After a while you will get to chapter 14, the dreaded monads chapter (dum dum dummmm). Almost everyone who learns Haskell has trouble understanding monads, due to how abstract the concept is. I can't think of any concept in another language that is as abstract as monads are in functional programming. Monads allows many ideas (such as IO operations, computations that might fail, parsing,...) to be unified under one idea. So don't feel discouraged if after reading the monads chapter you don't really understand them. I found it useful to read many different explanations of monads; each one gives a new perspective on the problem. Here is a very good list of monad tutorials. I highly recommend the All About Monads, but the others are also good.
Also, it takes a while for the concepts to truly sink in. This comes through use, but also through time. I find that sometimes sleeping on a problem helps more than anything else! Eventually, the idea will click, and you will wonder why you struggled to understand a concept that in reality is incredibly simple. It is awesome when this happens, and when it does, you might find Haskell to be your favorite imperative programming language :)
To make sure that you are understanding Haskell type system perfectly, you should try to solve 20 intermediate haskell exercises. Those exercises using fun names of functions like "furry" and "banana" and helps you to have a good understanding of some basic functional programming concepts if you don't have them already. Nice way to spend your evening with a bunch of papers covered with arrows, unicorns, sausages and furry bananas.
Intermediate
Once you understand Monads, I think you have made the transition from a beginner Haskell programmer to an intermediate haskeller. So where to go from here? The first thing I would recommend (if you haven't already learnt them from learning monads) is the various types of monads, such as Reader, Writer and State. Again, Real world Haskell and All about monads gives great coverage of this. To complete your monad training learning about monad transformers is a must. These let you combine different types of Monads (such as a Reader and State monad) into one. This may seem useless to begin with, but after using them for a while you will wonder how you lived without them.

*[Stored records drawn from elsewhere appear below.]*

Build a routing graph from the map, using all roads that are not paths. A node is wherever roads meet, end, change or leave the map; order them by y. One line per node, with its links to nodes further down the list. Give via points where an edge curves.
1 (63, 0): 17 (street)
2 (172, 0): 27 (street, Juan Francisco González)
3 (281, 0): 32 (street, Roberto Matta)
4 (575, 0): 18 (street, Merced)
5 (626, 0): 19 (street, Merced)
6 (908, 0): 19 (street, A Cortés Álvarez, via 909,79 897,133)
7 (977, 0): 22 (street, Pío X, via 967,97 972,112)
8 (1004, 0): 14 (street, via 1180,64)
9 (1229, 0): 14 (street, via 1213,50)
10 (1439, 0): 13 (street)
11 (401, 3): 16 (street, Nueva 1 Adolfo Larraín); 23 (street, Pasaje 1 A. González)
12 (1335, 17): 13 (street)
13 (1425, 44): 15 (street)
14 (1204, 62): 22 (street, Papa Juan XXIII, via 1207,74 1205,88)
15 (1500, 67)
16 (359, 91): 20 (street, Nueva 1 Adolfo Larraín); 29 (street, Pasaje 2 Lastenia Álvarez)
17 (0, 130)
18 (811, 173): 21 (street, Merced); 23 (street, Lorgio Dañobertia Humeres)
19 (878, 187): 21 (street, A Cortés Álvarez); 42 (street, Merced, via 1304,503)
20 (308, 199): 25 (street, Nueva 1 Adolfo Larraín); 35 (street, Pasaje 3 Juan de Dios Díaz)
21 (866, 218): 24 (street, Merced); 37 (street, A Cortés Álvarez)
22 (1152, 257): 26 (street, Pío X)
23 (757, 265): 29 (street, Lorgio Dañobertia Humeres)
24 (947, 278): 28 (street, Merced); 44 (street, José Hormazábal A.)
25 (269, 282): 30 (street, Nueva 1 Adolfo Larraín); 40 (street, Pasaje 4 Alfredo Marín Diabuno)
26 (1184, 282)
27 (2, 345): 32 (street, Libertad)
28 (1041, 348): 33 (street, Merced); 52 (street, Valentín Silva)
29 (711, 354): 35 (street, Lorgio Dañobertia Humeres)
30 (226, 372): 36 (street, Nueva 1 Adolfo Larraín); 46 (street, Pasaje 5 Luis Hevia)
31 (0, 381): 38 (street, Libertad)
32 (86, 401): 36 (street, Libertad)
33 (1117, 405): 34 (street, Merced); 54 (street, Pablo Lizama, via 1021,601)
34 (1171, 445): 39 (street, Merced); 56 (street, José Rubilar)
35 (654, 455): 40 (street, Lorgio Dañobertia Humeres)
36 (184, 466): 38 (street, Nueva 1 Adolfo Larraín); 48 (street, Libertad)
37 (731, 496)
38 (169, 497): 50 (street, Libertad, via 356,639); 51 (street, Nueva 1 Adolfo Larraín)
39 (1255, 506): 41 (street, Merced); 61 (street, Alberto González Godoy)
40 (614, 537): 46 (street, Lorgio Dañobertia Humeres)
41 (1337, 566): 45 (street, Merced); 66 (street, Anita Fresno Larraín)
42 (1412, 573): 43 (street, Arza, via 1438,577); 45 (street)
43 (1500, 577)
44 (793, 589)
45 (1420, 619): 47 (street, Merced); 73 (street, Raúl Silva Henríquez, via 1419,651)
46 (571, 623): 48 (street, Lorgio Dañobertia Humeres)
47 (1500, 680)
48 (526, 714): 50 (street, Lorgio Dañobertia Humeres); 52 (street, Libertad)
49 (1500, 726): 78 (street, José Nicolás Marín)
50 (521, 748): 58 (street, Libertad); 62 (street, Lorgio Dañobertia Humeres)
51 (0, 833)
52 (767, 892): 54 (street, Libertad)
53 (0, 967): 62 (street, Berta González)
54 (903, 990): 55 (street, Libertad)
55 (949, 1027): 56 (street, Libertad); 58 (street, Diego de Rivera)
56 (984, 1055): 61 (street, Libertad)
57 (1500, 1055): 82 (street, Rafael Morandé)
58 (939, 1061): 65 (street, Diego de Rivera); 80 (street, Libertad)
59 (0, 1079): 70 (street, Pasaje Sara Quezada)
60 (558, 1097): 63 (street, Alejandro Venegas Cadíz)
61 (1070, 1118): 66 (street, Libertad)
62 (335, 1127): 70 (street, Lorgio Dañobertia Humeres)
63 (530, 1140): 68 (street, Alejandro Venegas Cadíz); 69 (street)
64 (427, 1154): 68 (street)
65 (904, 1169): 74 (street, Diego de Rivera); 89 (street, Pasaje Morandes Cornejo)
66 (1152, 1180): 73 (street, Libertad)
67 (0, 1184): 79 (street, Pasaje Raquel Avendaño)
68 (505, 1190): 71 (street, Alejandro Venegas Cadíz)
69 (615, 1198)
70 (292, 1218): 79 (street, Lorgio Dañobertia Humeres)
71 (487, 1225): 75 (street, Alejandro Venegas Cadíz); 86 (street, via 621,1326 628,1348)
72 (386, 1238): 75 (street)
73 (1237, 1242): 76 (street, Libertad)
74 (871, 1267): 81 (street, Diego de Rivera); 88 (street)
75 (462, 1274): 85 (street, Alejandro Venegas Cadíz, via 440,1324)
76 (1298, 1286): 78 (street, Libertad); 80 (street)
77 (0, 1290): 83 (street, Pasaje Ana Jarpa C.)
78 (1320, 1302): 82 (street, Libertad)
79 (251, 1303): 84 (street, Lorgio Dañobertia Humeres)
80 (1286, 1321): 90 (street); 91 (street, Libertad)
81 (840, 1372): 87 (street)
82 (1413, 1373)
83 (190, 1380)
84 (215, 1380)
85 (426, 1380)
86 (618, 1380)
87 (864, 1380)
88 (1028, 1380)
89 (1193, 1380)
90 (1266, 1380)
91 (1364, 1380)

Now you can finish the real world Haskell book if you want. Skipping chapters now doesn't really matter, as long as you have monads down pat. Just choose what you are interested in.
With the knowledge you would have now, you should be able to use most of the packages on cabal (well the documented ones at least...), as well as most of the libraries that come with Haskell. A list of interesting libraries to try would be:
Parsec: for parsing programs and text. Much better than using regexps. Excellent documentation, also has a real world Haskell chapter.
QuickCheck: A very cool testing program. What you do is write a predicate that should always be true (eg length (reverse lst) == length lst
). You then pass the predicate the QuickCheck, and it will generate a lot of random values (in this case lists) and test that the predicate is true for all results. See also the online manual.
HUnit: Unit testing in Haskell.
gtk2hs: The most popular gui framework for Haskell, lets you write gtk applications.
happstack: A web development framework for Haskell. Doesn't use databases, instead a data type store. Pretty good docs (other popular frameworks would be snap and yesod).
Also, there are many concepts (like the Monad concept) that you should eventually learn. This will be easier than learning Monads the first time, as your brain will be used to dealing with the level of abstraction involved. A very good overview for learning about these high level concepts and how they fit together is the Typeclassopedia.
Applicative: An interface like Monads, but less powerful. Every Monad is Applicative, but not vice versa. This is useful as there are some types that are Applicative but are not Monads. Also, code written using the Applicative functions is often more composable than writing the equivalent code using the Monad functions. See Functors, Applicative Functors and Monoids from the learn you a haskell guide.
Foldable,Traversable: Typeclasses that abstract many of the operations of lists, so that the same functions can be applied to other container types. See also the haskell wiki explanation.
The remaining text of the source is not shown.